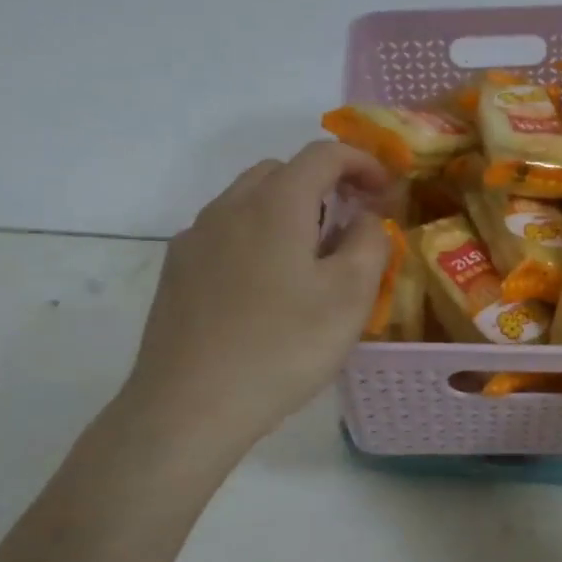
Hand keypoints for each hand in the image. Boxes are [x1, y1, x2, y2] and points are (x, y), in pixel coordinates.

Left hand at [119, 141, 394, 448]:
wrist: (188, 408)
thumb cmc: (282, 346)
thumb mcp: (351, 295)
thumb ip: (370, 241)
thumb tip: (363, 219)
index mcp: (276, 202)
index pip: (324, 153)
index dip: (362, 162)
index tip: (385, 191)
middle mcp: (230, 206)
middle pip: (283, 170)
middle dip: (323, 184)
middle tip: (350, 223)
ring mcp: (195, 238)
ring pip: (249, 201)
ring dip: (287, 210)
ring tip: (309, 258)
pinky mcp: (176, 271)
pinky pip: (225, 232)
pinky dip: (256, 236)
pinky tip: (265, 287)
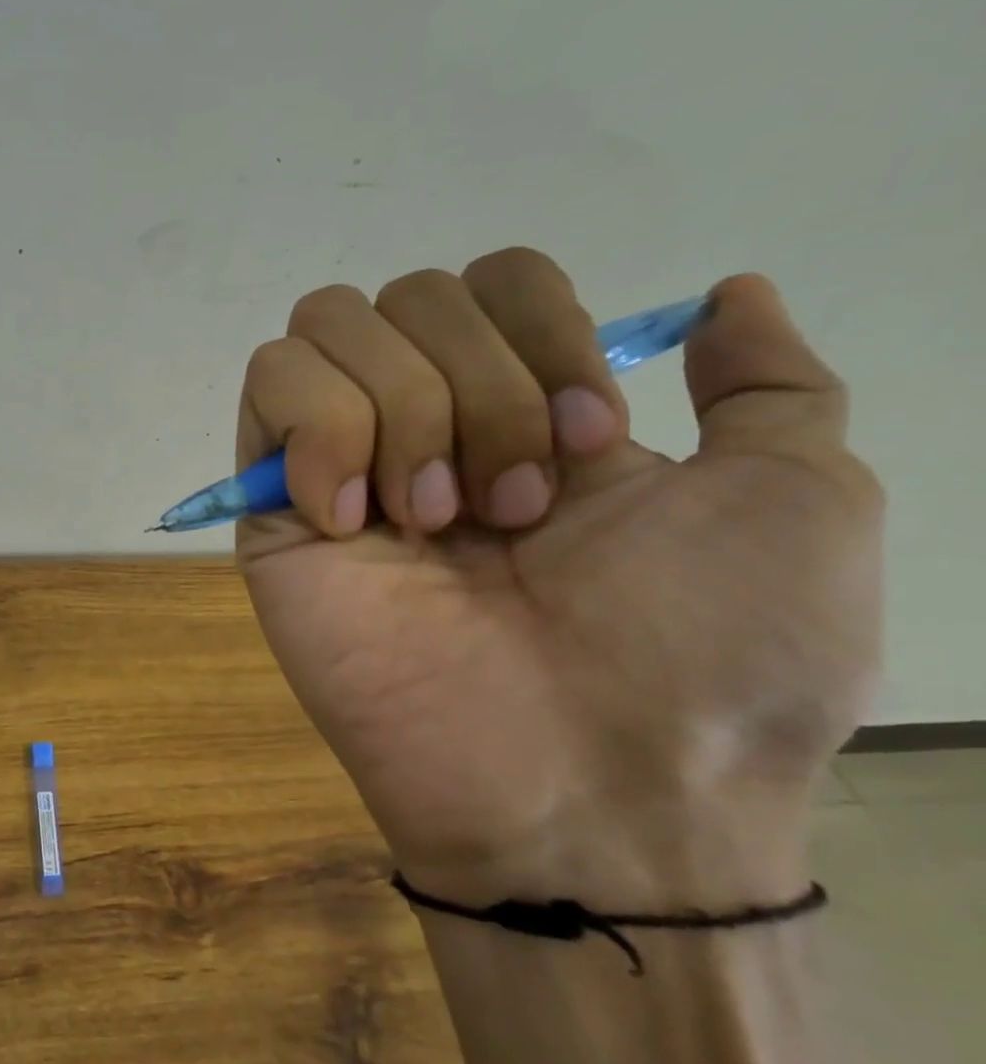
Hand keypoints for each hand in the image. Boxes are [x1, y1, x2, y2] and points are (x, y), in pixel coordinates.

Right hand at [239, 249, 882, 910]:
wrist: (583, 785)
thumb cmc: (703, 656)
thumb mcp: (794, 501)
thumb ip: (767, 387)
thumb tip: (724, 296)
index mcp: (527, 411)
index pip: (492, 278)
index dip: (542, 329)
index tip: (591, 445)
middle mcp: (425, 423)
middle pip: (408, 293)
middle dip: (480, 384)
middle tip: (513, 509)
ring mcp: (338, 464)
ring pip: (329, 327)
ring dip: (404, 411)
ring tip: (434, 522)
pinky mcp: (271, 506)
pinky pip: (270, 389)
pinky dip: (323, 431)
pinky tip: (354, 520)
········
- WORK REQUIRED -
Each of the entries above must be copied exactly, but the pictures stay out.

- ANSWER BOX -
Hand keypoints for each hand in the image. Boxes are [x1, y1, x2, y2] and points are (x, y), in pixel coordinates.

Left hand at [119, 141, 394, 448]:
wrist: (188, 408)
thumb cmc: (282, 346)
thumb mcp: (351, 295)
thumb ip: (370, 241)
thumb tip: (363, 219)
index mcp: (276, 202)
index pip: (324, 153)
index dip: (362, 162)
index tip: (385, 191)
middle mcp: (230, 206)
middle pip: (283, 170)
middle dip: (323, 184)
middle tip: (350, 223)
ring mcp: (195, 238)
ring pip: (249, 201)
ring dip: (287, 210)
ring tip: (309, 258)
pinky mcp: (176, 271)
pinky pip: (225, 232)
pinky dip: (256, 236)
pinky tip: (265, 287)
Hand keypoints for each hand in the image. Boxes are [x1, y1, x2, y2] and points are (x, y), in pixel coordinates.

Right hand at [239, 249, 882, 910]:
wrist: (583, 785)
thumb cmc: (703, 656)
thumb mcp: (794, 501)
thumb ip: (767, 387)
thumb tip: (724, 296)
index mcp: (527, 411)
index pip: (492, 278)
index dip: (542, 329)
index tip: (591, 445)
middle mcp: (425, 423)
middle pip: (408, 293)
middle dip: (480, 384)
middle tip: (513, 509)
ring mcp: (338, 464)
ring pip: (329, 327)
ring dip: (404, 411)
ring tip: (434, 522)
pinky mcp: (271, 506)
pinky pip: (270, 389)
pinky dip: (323, 431)
pinky tip: (354, 520)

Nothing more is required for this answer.